--- Task instructions ---
Which of the lines in the data below contain the string "roads"? Copy each of them.

--- Exercise inputs ---
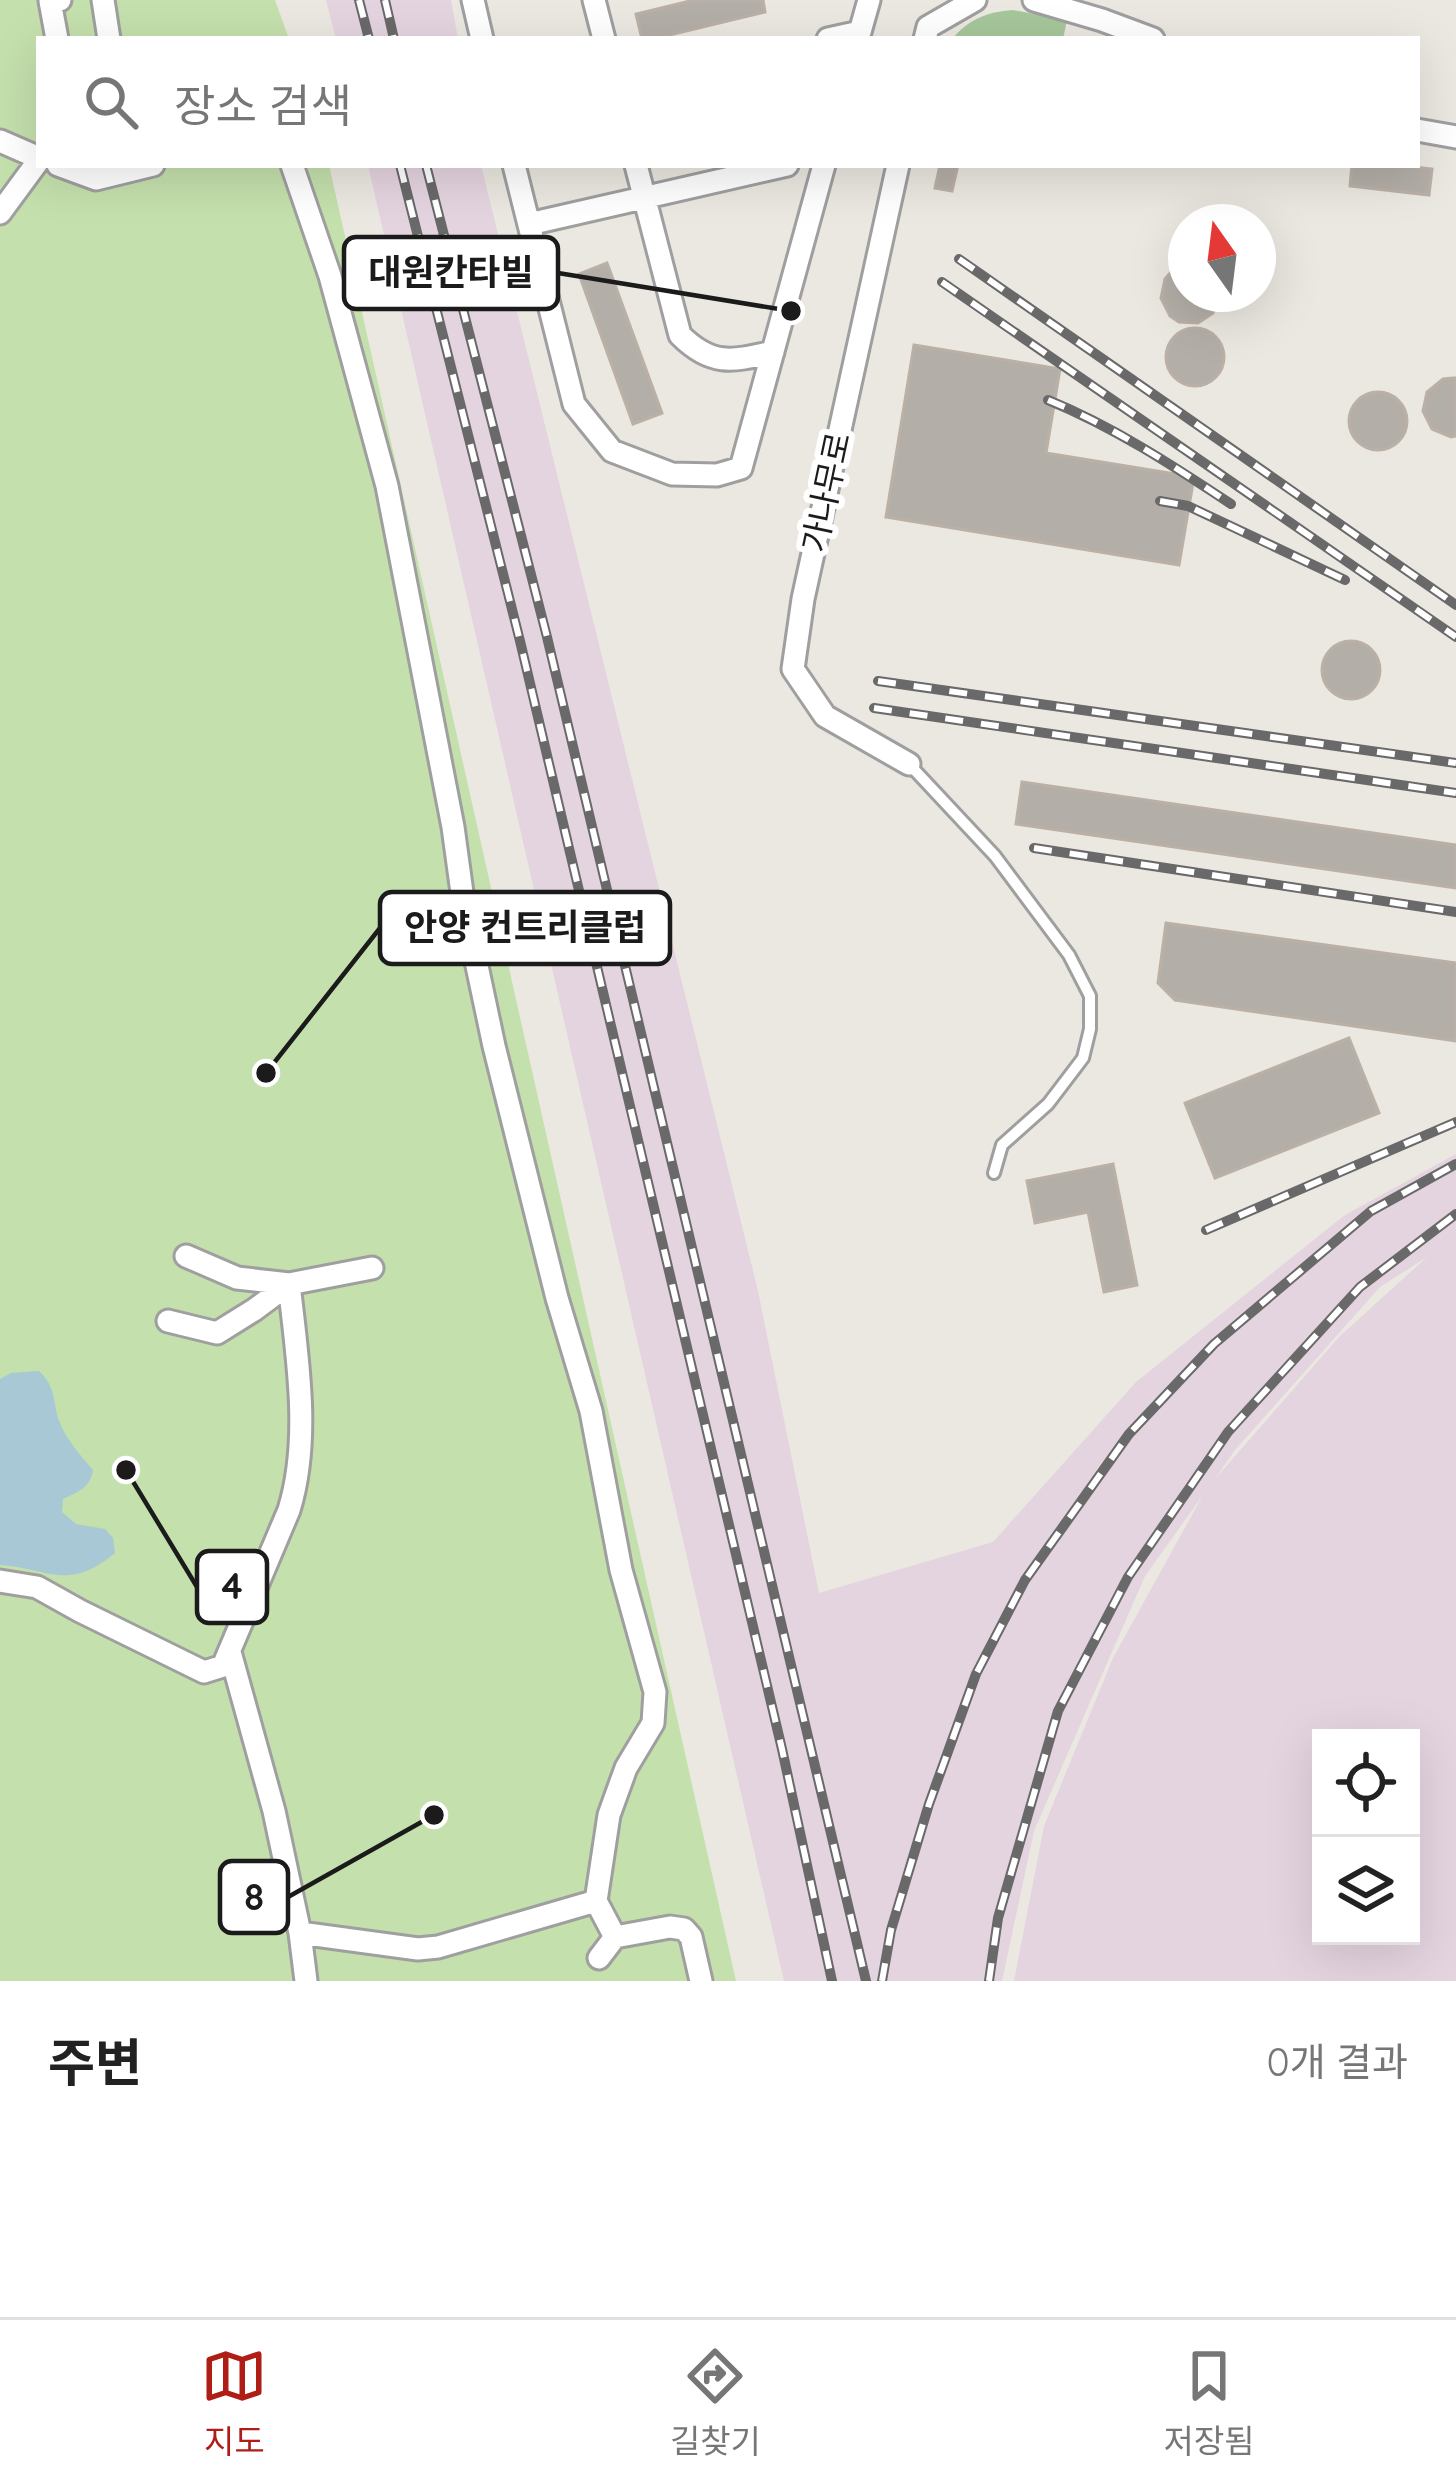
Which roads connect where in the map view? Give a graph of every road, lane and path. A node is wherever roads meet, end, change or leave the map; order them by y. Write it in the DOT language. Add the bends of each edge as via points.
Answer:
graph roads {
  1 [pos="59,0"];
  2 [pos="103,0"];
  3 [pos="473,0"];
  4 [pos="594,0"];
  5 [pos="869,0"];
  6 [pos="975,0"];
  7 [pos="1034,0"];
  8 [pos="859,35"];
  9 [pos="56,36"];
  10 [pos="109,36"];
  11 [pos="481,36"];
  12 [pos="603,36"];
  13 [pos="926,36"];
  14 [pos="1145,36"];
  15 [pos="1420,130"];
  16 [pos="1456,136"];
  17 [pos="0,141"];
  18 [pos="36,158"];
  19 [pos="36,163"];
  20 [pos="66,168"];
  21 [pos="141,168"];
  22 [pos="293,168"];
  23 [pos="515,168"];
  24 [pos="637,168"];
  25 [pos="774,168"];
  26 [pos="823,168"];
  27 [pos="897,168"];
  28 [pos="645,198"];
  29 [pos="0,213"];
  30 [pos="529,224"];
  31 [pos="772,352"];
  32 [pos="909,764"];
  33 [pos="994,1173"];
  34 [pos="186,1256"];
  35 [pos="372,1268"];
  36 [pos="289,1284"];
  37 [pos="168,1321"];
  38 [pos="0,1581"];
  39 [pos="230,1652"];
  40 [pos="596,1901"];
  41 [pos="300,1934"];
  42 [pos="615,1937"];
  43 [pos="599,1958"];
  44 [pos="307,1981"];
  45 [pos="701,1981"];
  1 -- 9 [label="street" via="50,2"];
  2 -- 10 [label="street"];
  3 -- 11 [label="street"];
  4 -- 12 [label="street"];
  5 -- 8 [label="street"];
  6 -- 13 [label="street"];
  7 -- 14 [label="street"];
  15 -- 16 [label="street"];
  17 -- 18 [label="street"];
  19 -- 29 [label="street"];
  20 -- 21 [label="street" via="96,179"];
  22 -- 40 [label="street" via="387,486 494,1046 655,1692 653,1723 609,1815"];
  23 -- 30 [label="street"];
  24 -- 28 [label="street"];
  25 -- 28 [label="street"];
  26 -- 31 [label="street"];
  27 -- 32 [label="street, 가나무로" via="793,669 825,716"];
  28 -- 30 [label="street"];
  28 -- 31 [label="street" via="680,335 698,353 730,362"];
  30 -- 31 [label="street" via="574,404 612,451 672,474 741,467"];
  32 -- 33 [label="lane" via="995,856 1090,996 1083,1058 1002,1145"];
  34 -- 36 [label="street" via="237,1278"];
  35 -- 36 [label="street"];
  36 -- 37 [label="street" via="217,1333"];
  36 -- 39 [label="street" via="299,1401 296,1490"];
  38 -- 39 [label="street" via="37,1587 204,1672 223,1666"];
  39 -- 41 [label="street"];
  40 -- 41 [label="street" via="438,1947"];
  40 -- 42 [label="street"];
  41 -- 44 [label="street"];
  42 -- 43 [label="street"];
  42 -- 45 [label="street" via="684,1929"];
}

--- Exercise solution ---
Which roads connect where in the map view? Give a graph of every road, lane and path. A node is wherever roads meet, end, change or leave the map; order them by y. Write it in the DOT language. Add the bends of each edge as via points.
graph roads {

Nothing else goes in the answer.